User:CAH aaliyah/Stereochemistry
It was not until after the observations of certain molecular phenomena that stereochemical principles were developed. In 1815, Jean-Baptiste Biot’s observation of optical activity marked the beginning of organic stereochemistry history. He observed that organic molecules were able to rotate the plane of polarized light in a solution or in the gaseous phase. [1] Despite Biot's discoveries, Louis Pasteur is commonly described as the first stereochemist
- ^ Nasipuri, D (2021). Stereochemistry of Organic Compounds Principles and Applications (4th ed.). New Delhi: New Age International. p. 1. ISBN 978-93-89802-47-4.
The application of stereochemistry to biological macromolecules has allowed for the study of the structure and properties of polymers of biological origin. In regards to the degradation of starch and cellulose, D-glucose is produced by different intermediates which are stereoisomers of each other. [1]
- ^ Natta, Giulio (1972). Stereochemistry. Mario Farina. [London]: Longmans. ISBN 0-582-44039-4. OCLC 589463.
- add section on Stereoisomers:
- An important branch of stereochemistry is the study of chiral molecules, which are molecules that lack a plane of symmetry and are, therefore, not superimposable on their mirror images. The term chiral stems from the Greek word "cheir," meaning handedness and describes objects that have a "left-handed" and "right-handed" form. Molecules are considered to be chiral if they contain an asymmetric carbon atom, which is attached to four different substituents that form a tetrahedron.[1] The idea of chirality is essential for explaining the concept of stereoisomerism. Compounds that have the same molecular formula, but differ in the spatial arrangement of their atoms are stereoisomers. Based on arrangement, these compounds can be categorized as either enantiomers or diasteriomers. Enantiomers are pairs of stereoisomers that are non superimposable mirror images of each other. Comparably, diasteriomers are stereoisomers that are superimposable on each other and are not mirror images. Stereoisomers that do not involve chirality are geometrical isomers, also known as cis-trans isomers, which exist as a result of restricted rotation around a double bond within a molecule. When two of the same atoms are attached to the same side of the molecule, a cis isomer is present. Conversely, when two of the same atoms are attached to opposing sides of the molecule, a trans isomer is present. Another type of stereoisomerism is conformational stereoisomerism. These isomers exist as a result of rotation around the central carbon-carbon bond within a molecule and are constantly being interconverted into its different isomers at room temperature. The possible conformational isomers are gauche (60°), anti (180°), and eclipsed (0°).[2]
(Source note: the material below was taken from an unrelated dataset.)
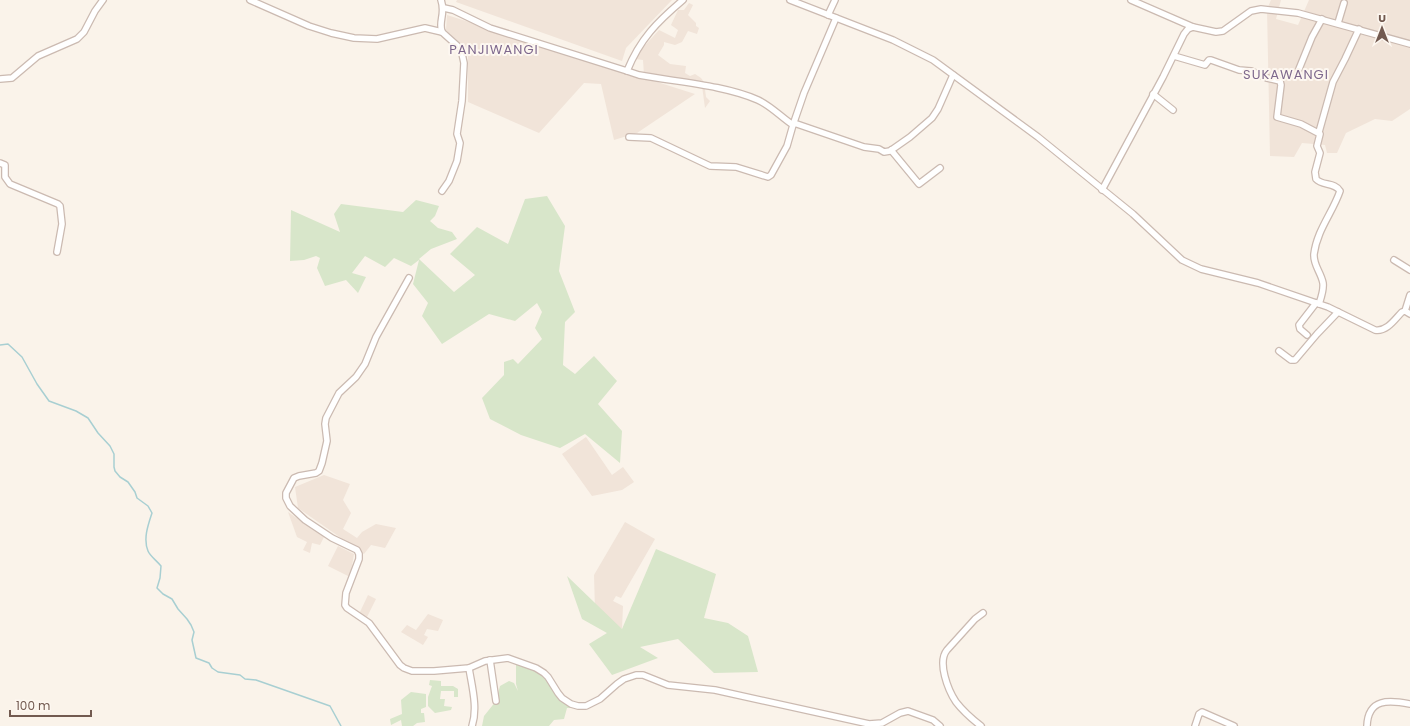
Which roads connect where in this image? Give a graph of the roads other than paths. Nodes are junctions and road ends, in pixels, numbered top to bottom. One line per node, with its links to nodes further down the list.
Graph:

- ^ Morris, David. Stereochemistry (vol. 1 ed.). Royal Society of Chemistry. pp. 19–24. ISBN 978-0471224778.
- ^ Brown, William (2022). Organic Chemistry (9th ed.). Cengage. ISBN 978-0357451861.
add section on representation of stereochemical structures
Wedge and dash diagrams are used to represent 3-dimensional molecules on paper and are often used to depict the stereochemistry of chiral molecules. Dashed wedges are used to show bonds that project behind the plane of the paper and dark, shaded wedges are used to show bonds that project out of the plan of the paper. The ordinary lines are used to show bonds that are in the plane of the paper. [1]
Fischer projections are a simplified way to represent 3-dimensional stereochemical molecules in 2-dimensional layout. All of the bonds are drawn as ordinary lines that intersect at 90°.[1] The top and bottom lines represent the front and back of the molecule, respectively. One side line represents a dashed wedge and the other represents a dark wedge.
Sawhorse projections are used to view molecules from an angled perspective instead of a side view. The parallel bonds represent eclipsed conformations and all anti parallel bonds can represent either gauche or anti conformations.[2]
Newman projections are used to visualize molecules from front to back along a carbon-carbon bond.[2] The carbon closest to the viewer is the front carbon and the one furthest away is the back carbon. The three atoms attached to the front carbon are depicted as being attached to the center of a circle and the atoms attached to the back carbon are shown as coming from behind the circle. Newman projections are often used as a simplified version of sawhorse projections.